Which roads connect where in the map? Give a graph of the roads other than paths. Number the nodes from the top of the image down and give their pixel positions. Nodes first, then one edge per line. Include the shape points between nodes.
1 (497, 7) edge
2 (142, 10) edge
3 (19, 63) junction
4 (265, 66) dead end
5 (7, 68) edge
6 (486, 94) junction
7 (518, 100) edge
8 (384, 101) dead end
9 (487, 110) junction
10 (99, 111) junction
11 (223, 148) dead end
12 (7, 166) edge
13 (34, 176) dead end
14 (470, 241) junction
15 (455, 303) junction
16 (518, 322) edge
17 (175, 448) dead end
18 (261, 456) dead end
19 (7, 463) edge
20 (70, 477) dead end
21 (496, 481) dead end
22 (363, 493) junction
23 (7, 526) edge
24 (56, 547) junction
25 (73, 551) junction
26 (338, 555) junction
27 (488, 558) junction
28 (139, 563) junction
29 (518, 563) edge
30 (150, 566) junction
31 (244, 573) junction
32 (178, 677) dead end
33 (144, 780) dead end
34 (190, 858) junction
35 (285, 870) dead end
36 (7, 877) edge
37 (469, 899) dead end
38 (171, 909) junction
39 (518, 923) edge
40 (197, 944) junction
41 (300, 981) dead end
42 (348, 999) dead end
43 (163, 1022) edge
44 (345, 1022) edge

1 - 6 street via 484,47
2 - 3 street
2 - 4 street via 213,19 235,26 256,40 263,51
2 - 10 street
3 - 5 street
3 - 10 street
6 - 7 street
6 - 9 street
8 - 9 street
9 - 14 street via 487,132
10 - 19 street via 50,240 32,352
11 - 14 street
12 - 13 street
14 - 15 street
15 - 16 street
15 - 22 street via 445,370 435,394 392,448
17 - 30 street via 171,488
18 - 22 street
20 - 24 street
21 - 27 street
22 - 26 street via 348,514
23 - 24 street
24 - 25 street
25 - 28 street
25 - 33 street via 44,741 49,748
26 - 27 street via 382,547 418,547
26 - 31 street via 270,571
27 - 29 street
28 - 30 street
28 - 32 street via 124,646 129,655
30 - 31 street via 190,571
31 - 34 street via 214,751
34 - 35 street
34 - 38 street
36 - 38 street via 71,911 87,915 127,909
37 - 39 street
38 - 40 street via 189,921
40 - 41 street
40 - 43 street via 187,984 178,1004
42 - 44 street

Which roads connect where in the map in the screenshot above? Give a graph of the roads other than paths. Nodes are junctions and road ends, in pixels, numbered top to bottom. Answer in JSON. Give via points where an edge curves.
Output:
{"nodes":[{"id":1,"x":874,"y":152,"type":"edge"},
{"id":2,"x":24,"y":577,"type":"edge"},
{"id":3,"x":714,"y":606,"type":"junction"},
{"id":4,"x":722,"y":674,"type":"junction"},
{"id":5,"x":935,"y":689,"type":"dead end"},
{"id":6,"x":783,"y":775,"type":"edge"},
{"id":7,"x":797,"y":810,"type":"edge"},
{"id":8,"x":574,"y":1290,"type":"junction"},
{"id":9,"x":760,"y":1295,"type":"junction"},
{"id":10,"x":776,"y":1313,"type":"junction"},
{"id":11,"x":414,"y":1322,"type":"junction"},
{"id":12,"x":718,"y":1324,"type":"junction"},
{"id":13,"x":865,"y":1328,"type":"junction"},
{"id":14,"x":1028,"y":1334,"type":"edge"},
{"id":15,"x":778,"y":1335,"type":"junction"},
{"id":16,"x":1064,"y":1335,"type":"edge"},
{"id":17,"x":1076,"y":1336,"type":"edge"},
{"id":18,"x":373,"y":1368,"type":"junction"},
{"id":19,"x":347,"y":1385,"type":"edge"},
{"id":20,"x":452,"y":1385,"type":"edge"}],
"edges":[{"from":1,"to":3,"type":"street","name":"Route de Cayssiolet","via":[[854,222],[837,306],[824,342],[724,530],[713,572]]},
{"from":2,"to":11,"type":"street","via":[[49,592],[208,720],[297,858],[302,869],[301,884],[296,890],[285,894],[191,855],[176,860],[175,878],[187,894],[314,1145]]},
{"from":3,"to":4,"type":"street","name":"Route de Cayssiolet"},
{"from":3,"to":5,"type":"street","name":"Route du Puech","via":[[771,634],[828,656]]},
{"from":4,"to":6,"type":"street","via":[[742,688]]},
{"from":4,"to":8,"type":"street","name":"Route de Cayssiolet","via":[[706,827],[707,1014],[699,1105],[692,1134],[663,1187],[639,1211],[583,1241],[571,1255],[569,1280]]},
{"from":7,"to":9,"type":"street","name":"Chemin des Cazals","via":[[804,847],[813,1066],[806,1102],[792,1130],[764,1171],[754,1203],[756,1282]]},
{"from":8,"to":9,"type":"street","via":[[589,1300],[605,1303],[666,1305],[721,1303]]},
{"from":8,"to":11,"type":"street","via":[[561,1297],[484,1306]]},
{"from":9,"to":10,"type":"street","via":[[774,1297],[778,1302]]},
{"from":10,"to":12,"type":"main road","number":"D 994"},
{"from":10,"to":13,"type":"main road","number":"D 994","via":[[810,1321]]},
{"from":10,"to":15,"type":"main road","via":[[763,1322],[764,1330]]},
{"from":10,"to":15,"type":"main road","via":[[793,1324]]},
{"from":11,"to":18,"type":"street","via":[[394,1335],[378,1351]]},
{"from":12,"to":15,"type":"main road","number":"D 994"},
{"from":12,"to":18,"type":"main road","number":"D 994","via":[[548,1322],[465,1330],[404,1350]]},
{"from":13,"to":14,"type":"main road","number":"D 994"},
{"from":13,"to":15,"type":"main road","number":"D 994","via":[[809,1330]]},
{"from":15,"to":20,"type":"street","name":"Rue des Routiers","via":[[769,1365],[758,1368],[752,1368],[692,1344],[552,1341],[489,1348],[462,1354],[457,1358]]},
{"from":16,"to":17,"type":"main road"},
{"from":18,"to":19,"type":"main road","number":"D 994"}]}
-=-=-
* _Directions_: A count is needed of the lines in this data that contain "Cayssiolet"; give the number and no other text.

* _Expected output_: 3